If you want to study in the US - take IB. It is an international curriculum, so it is easy for them to compare your scores to other students. It teaches you strong writing skills, critical for US admissions and the liberal arts pedagogy. It produces students who have developed good study patterns and good reading and analytical skills as well, particularly important for the top US colleges. It also allows you to explore a range of subjects, which is also what you’ll do in your first two years of uni.
If you don’t know what subjects you like - take IB. Its structure reduces decision fatigue and regret, and you learn lots of different subject areas.
If you know what you like - take CIE or NCEA. You can select the subjects you like, so don’t have to take ones you don’t want to.
If you are very academic - take CIE or IB. Both require a lot of study even for mediocre marks, but for the top marks they will present some challenging concepts.
If you aren’t good at exams - take IB or NCEA. You can attain a lot of internal marks taking pressure off end of year exams.
If you spend a lot of time on sports or community work - take NCEA or CIE. NCEA doesn’t require too much work to pass and gain university entrance, and is quite adaptable for when you take internals if you require (like you play high performance sport and travel often).
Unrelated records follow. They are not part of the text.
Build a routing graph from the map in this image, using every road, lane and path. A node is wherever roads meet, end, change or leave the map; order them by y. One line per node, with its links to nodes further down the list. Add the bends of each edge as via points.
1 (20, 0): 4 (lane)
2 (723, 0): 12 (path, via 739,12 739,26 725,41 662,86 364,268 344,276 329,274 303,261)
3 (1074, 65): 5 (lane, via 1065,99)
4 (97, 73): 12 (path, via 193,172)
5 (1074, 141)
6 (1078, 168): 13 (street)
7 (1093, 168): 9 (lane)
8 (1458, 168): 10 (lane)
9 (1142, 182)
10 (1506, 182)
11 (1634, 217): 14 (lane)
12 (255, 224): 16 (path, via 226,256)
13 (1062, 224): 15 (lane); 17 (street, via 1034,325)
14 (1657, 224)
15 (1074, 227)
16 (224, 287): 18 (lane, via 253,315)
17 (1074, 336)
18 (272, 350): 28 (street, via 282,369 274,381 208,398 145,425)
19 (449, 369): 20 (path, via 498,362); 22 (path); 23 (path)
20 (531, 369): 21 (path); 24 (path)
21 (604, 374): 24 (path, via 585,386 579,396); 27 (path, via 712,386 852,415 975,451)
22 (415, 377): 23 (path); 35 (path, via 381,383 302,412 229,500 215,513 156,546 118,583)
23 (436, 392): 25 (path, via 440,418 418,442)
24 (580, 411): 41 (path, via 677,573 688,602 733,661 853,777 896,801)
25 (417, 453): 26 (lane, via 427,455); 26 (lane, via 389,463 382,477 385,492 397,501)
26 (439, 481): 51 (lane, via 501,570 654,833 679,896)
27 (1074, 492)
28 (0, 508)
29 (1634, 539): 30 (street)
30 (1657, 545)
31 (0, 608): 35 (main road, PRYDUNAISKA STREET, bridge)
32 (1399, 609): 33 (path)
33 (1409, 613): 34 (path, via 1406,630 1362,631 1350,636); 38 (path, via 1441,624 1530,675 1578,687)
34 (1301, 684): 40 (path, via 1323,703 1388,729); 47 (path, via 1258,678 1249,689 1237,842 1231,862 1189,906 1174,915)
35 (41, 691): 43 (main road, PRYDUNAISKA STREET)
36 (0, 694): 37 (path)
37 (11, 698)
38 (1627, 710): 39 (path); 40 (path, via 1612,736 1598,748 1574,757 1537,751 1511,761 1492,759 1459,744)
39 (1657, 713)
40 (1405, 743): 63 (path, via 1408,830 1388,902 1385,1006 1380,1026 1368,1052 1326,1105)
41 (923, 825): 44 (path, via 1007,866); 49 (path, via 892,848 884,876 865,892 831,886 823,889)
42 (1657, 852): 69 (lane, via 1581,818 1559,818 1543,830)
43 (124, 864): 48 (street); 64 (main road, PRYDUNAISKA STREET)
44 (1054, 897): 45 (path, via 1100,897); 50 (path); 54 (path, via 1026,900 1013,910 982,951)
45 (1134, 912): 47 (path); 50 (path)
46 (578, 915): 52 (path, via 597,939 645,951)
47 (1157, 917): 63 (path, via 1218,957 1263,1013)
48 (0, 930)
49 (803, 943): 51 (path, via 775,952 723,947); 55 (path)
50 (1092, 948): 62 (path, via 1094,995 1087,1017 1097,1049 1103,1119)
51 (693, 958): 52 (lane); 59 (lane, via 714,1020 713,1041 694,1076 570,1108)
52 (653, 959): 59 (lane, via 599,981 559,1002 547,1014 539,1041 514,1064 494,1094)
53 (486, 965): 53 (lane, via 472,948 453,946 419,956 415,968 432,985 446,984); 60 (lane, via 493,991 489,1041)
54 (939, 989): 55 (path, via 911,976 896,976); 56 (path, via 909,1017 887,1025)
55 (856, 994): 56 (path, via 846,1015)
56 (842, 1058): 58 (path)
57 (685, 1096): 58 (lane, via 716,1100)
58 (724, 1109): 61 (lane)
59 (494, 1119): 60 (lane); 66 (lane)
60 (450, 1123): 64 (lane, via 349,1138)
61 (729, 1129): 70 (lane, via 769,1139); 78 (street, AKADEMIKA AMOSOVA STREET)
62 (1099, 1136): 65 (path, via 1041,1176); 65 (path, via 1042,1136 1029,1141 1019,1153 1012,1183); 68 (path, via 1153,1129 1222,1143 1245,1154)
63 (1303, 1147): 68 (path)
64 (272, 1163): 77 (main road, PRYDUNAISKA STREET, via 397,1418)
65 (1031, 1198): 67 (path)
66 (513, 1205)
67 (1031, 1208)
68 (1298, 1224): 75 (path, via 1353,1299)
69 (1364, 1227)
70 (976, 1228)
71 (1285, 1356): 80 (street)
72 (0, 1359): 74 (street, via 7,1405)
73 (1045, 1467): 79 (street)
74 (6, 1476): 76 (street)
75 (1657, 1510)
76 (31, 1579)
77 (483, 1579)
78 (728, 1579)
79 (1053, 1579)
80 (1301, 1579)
You can cram for CIE exams, meaning if you miss lots of school you can just do the work closer to exams.
If you don’t really like school - take NCEA. There are great vocational pathways (like mechanics and childcare) if you don’t like spending hours of time in the books, and subjects are also quite easy to pass if you due pursue the more traditional school subjects.
However, I would love to be challenged by others who have had experiences with these curriculums!